FDA Approves Neurocrine Biosciences’ Therapy for Rare Endocrine Disorder

Rare Daily Staff

The U.S. Food and Drug Administration approved Neurocrine Biosciences Crenessity to treat children and adults with the rare endocrine disorder classic congenital adrenal hyperplasia, the first new therapy for the condition in 70 years.

The agency approved Crenessity as an adjunctive treatment to glucocorticoid replacement to control androgens in adult and pediatric patients four years of age and older with classic congenital adrenal hyperplasia (CAH).
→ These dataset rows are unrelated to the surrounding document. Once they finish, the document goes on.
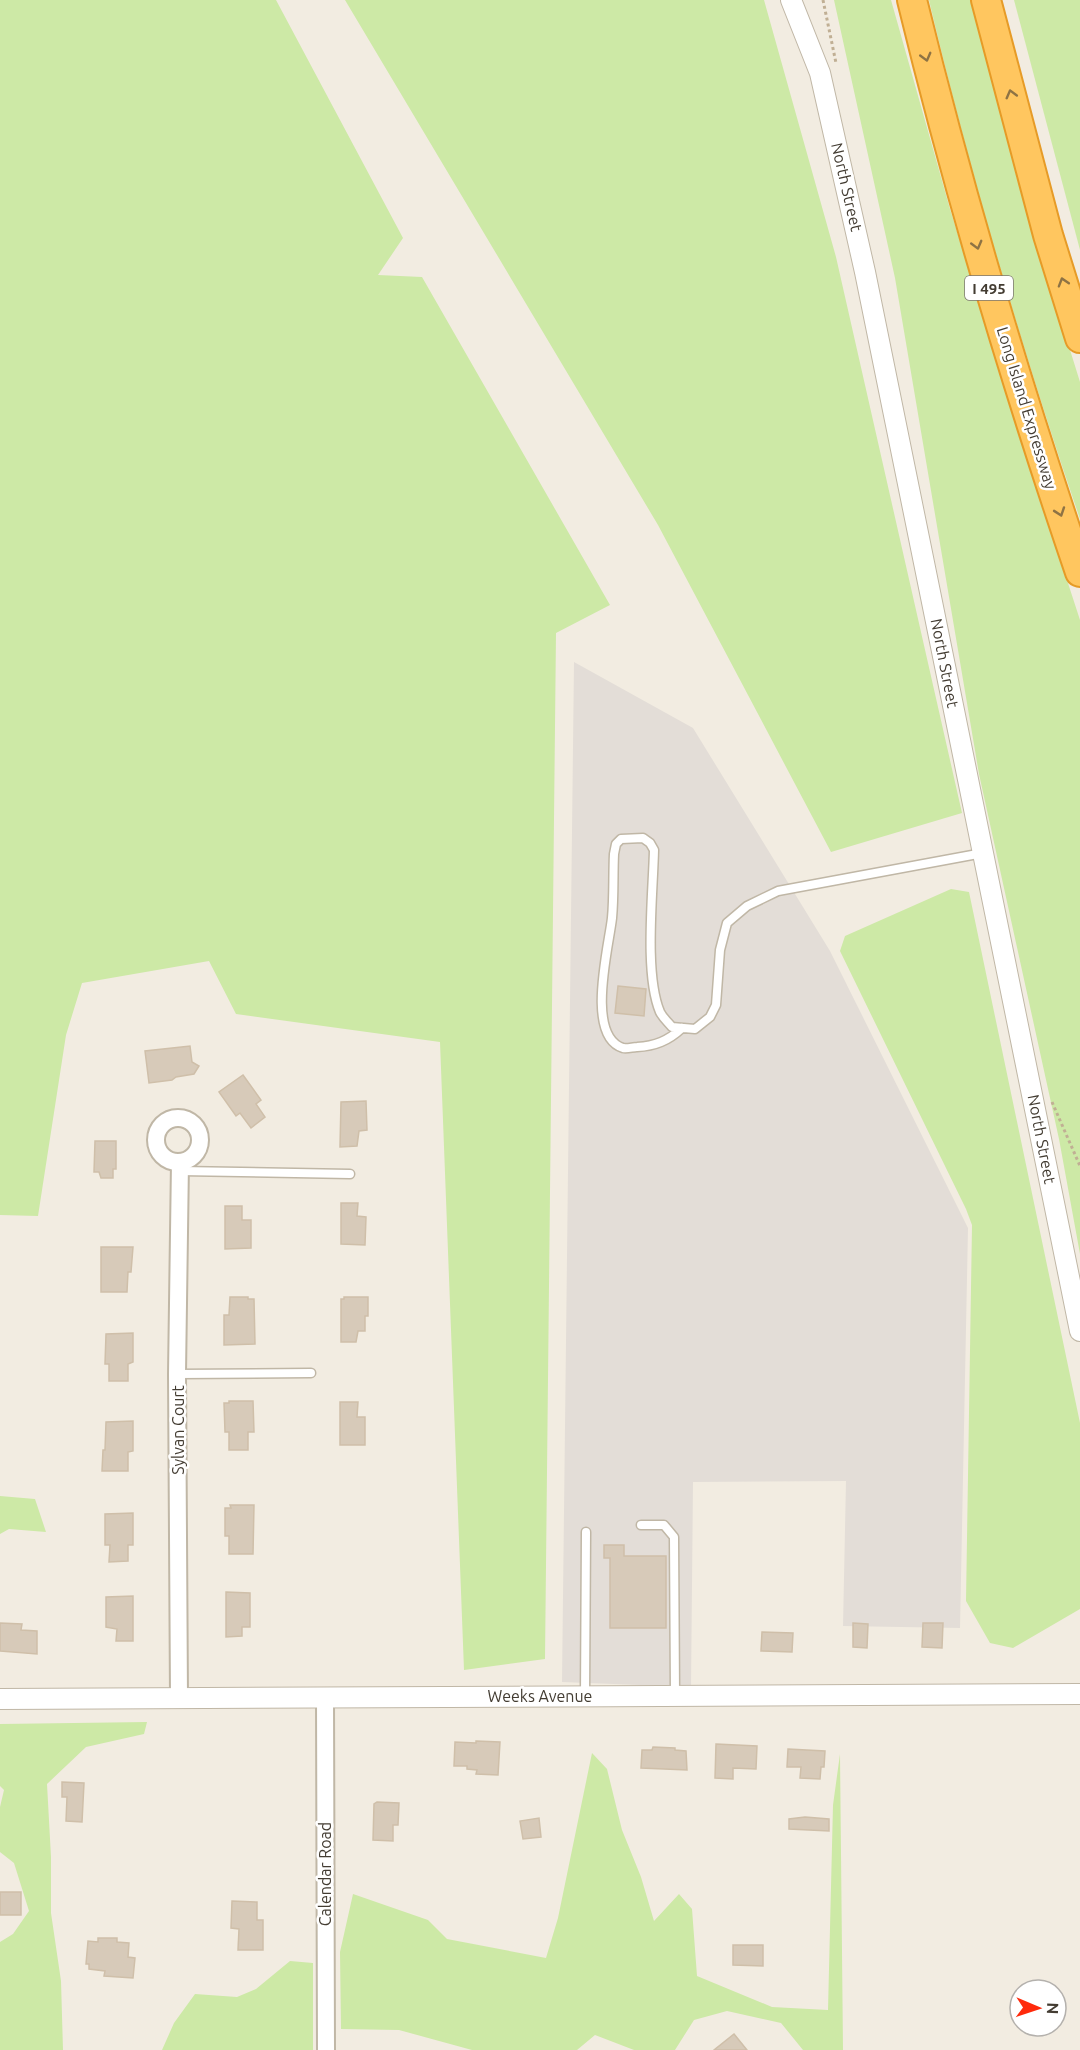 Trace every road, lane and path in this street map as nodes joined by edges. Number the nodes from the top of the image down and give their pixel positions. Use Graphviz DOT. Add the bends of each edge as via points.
graph roads {
  1 [pos="791,0"];
  2 [pos="823,0"];
  3 [pos="912,0"];
  4 [pos="986,0"];
  5 [pos="836,63"];
  6 [pos="1080,338"];
  7 [pos="1080,572"];
  8 [pos="983,852"];
  9 [pos="682,1028"];
  10 [pos="180,1166"];
  11 [pos="350,1174"];
  12 [pos="1080,1331"];
  13 [pos="311,1373"];
  14 [pos="177,1374"];
  15 [pos="641,1525"];
  16 [pos="586,1532"];
  17 [pos="1080,1694"];
  18 [pos="585,1696"];
  19 [pos="675,1696"];
  20 [pos="325,1697"];
  21 [pos="180,1698"];
  22 [pos="0,1699"];
  23 [pos="326,2050"];
  1 -- 8 [label="street, North Street" via="820,72 842,163"];
  2 -- 5 [label="path"];
  3 -- 7 [label="highway, Long Island Expressway / I 495, one-way" via="983,266"];
  6 -- 4 [label="highway, one-way" via="1048,235"];
  8 -- 9 [label="lane" via="778,891 747,906 727,923 720,950 716,1005 710,1017 695,1029"];
  8 -- 12 [label="street, North Street"];
  9 -- 9 [label="lane" via="672,1027 661,1014 653,986 654,850 643,838 621,839 614,854 612,916 601,991 604,1023 611,1039 623,1048 651,1047"];
  10 -- 11 [label="lane"];
  10 -- 14 [label="street, Sylvan Court"];
  13 -- 14 [label="lane"];
  14 -- 21 [label="street, Sylvan Court"];
  15 -- 19 [label="lane" via="664,1525 674,1537"];
  16 -- 18 [label="lane"];
  17 -- 19 [label="street, Weeks Avenue"];
  18 -- 19 [label="street, Weeks Avenue"];
  18 -- 20 [label="street, Weeks Avenue"];
  20 -- 21 [label="street, Weeks Avenue"];
  20 -- 23 [label="street, Calendar Road"];
  21 -- 22 [label="street, Weeks Avenue"];
}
Congenital adrenal hyperplasia (CAH)  is a rare, serious, and lifelong genetic condition involving the adrenal glands. It results in an enzyme deficiency that alters the production of adrenal steroid hormones, such as cortisol, aldosterone and adrenal androgens, which are essential for life. Approximately 95 percent of CAH cases are caused by variants of the CYP21A2 gene that leads to deficiency of the enzyme 21-hydroxylase (21-OH). Severe deficiency of this enzyme leads to an inability of the adrenal glands to produce enough cortisol and, in approximately 75 percent of cases, aldosterone.

Because individuals with CAH are still able to produce androgens, the unused precursors that would normally be used to make cortisol instead result in the production of excess amounts of androgens. If left untreated, CAH can result in salt wasting, dehydration, and even death.

Crenessity is a potent and selective oral corticotropin-releasing factor type 1 receptor antagonist. It is the first and only classic CAH treatment that directly reduces excess adrenocorticotropic hormone and downstream adrenal androgen production, allowing for glucocorticoid dose reduction. It is a breakthrough in the treatment landscape for classic CAH.

The FDA approval is supported by the largest-ever clinical trial program of classic CAH, the CAHtalyst Pediatric and Adult Phase 3 global registrational studies. CAHtalyst phase 3 data results in pediatric and adult patients with classic CAH were published in the New England Journal of Medicine.

In both CAHtalyst studies, Crenessity enabled lower steroid doses and decreased androgen levels.

Crenessity was well tolerated with few treatment-related adverse events in both CAHtalyst studies. Pediatric and adult patients taking Crenessity had no treatment-related serious adverse events.

“For the last three decades, Neurocrine Biosciences, together with our late founder, Wylie W. Vale, has conducted groundbreaking research uncovering the critical role of corticotropin-releasing factor and its receptor, CRF1, in the pathophysiology of congenital adrenal hyperplasia,” said Kyle Gano, CEO of Neurocrine Biosciences. “The approval of Crenessity is a significant milestone for the CAH community.”